The spring 2026 application window opened March 23 and closed April 6 at 5 p.m. EDT, with support from the League of NH Craftsmen. The recent lineup has included textile artist Berkley Heath, printmaker Sarah Breisch and woodworker Margo Dunlap, a range that signals the residency is designed to serve more than one medium or audience. That diversity gives residents a chance to encounter everything from fabric work to printmaking to woodcraft in one local program.
Artistree broadens the reach beyond downtown
Artistree Community Arts Center extends the same public-minded approach across the Upper Valley. It describes itself as a nonprofit community arts center offering classes, workshops, performances, gallery exhibits and events, and its outreach program says it brings arts programming to schools, seniors, rural residents and underserved communities. That makes it more than a venue in one town center.

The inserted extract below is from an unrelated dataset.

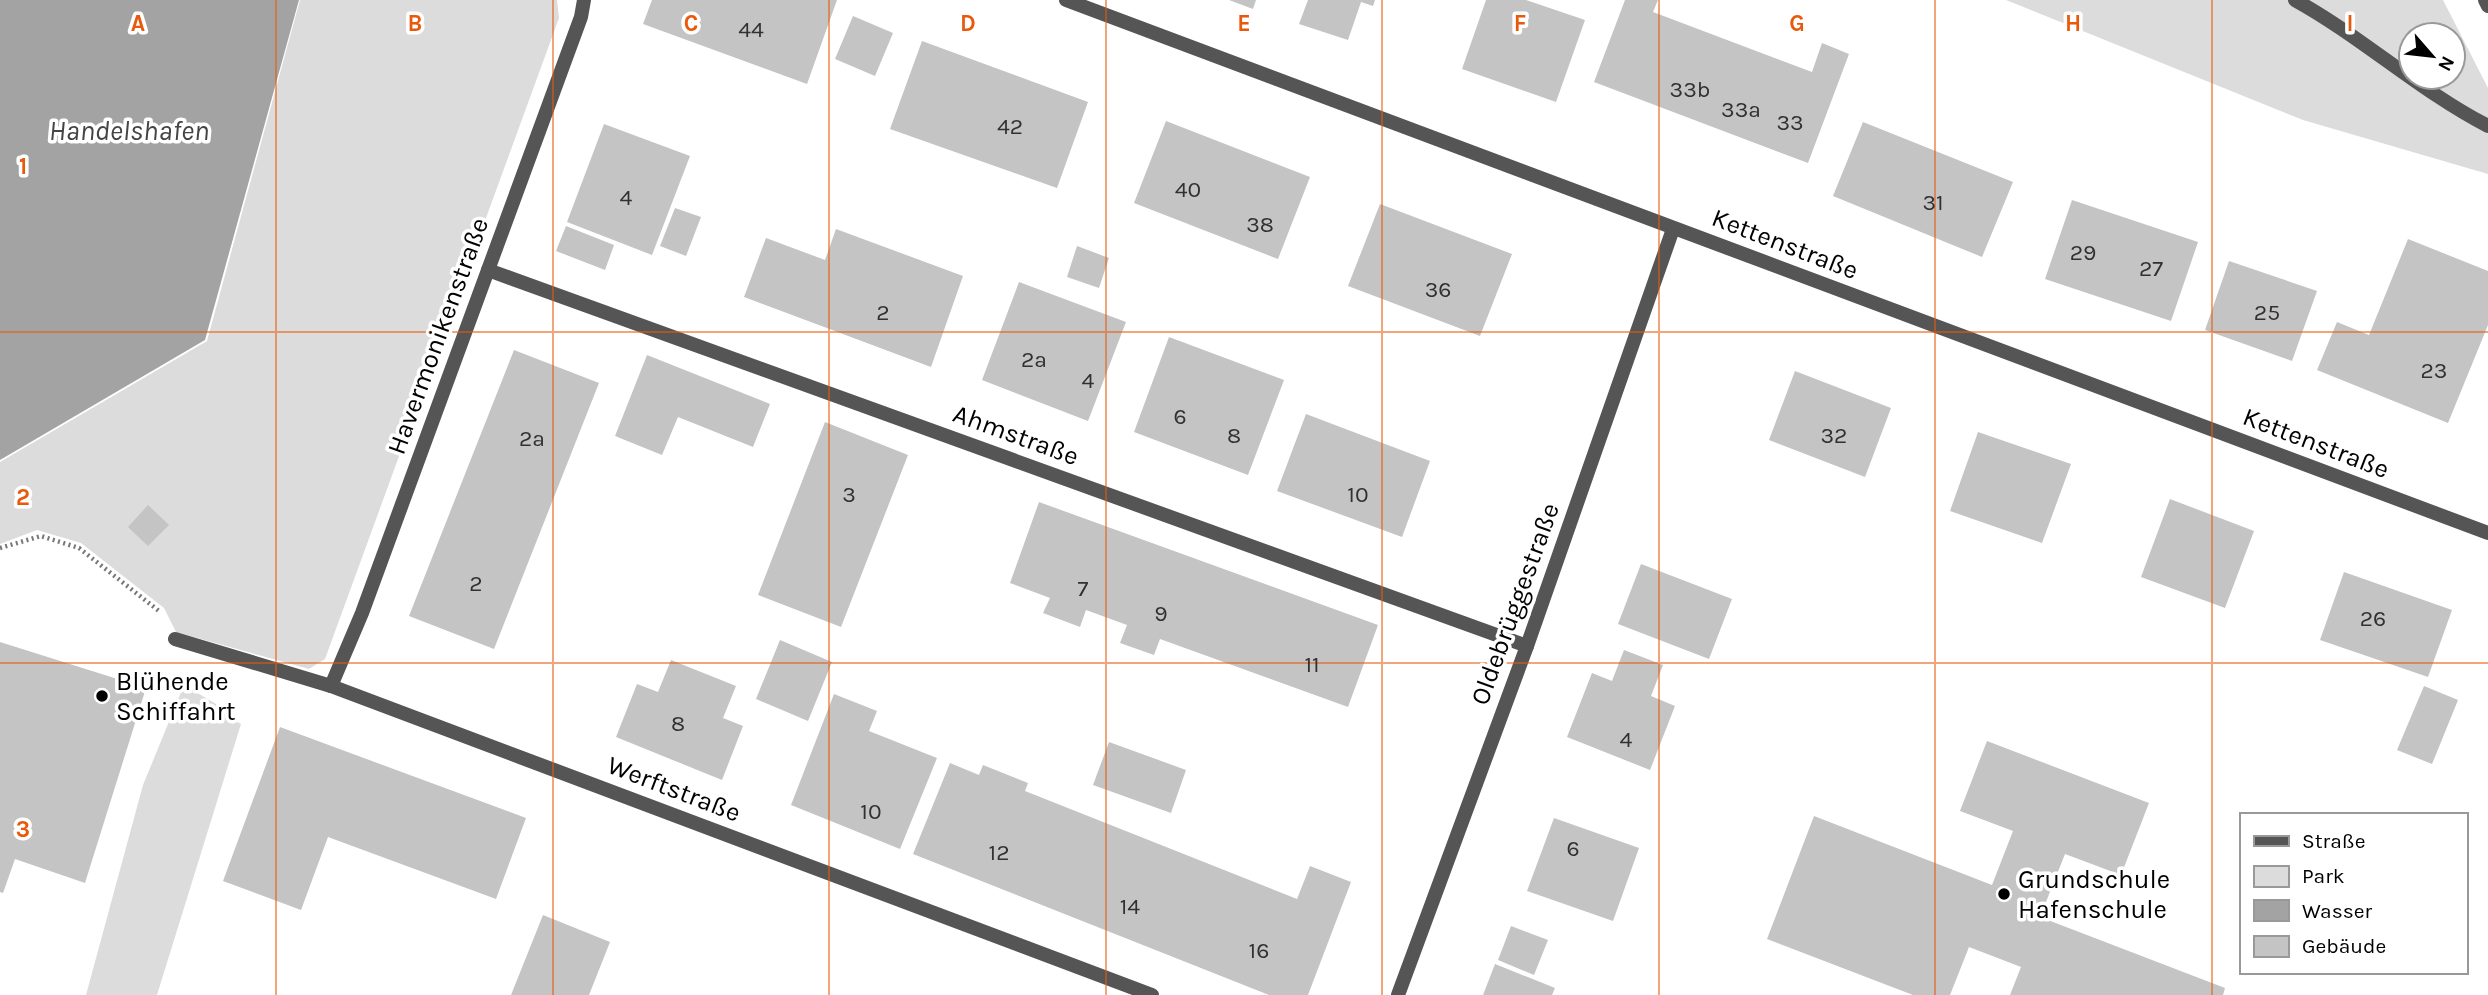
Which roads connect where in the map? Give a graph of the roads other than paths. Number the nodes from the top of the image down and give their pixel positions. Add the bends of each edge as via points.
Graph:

It is a regional access point for people who might not otherwise find affordable creative opportunities.
Artistree says it is now in its 22nd year, and that longevity matters in a region where short-lived programs often fade before they become part of daily life. It grew from a two-room space into a multifaceted arts center, which suggests steady demand for arts experiences that are approachable rather than exclusive. When those offerings reach schools and senior settings, the benefit extends beyond performance nights and gallery openings to education, social connection and community health.

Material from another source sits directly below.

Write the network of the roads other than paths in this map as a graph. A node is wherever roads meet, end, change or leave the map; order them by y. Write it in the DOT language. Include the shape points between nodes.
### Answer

For Sullivan County, that kind of outreach is especially important. Creative programming in rural areas can counter isolation, create low-cost intergenerational gatherings and give residents a place to learn without needing to travel far or spend much. In practical terms, it turns the arts into a local service, not a seasonal extra.
A regional arts network with local payoff
Claremont’s arts scene is gaining traction because these spaces are beginning to work together as a regional network. The MakerSpace residency, Artistree’s public programming and venues such as the West Claremont Center for Music and the Arts all contribute to a broader civic picture in which art is not hidden from daily life but woven into it. That gives the city a cultural identity that can complement its economic-development goals.
The payoff for ordinary residents is easy to see. There are more chances to stop into a studio, bring students to a workshop, see a maker at work or spend time downtown without needing a ticketed event or a big budget. In a county where public debate often centers on roads, schools and budgets, this quieter shift may be just as important: Claremont is making room for creativity as part of how the city functions, not just how it looks.
As these programs continue to grow, they are doing exactly what a strong local arts scene should do. They are keeping artists in front of the public, making downtown more active and giving Sullivan County residents affordable ways to participate in the cultural life of their own city.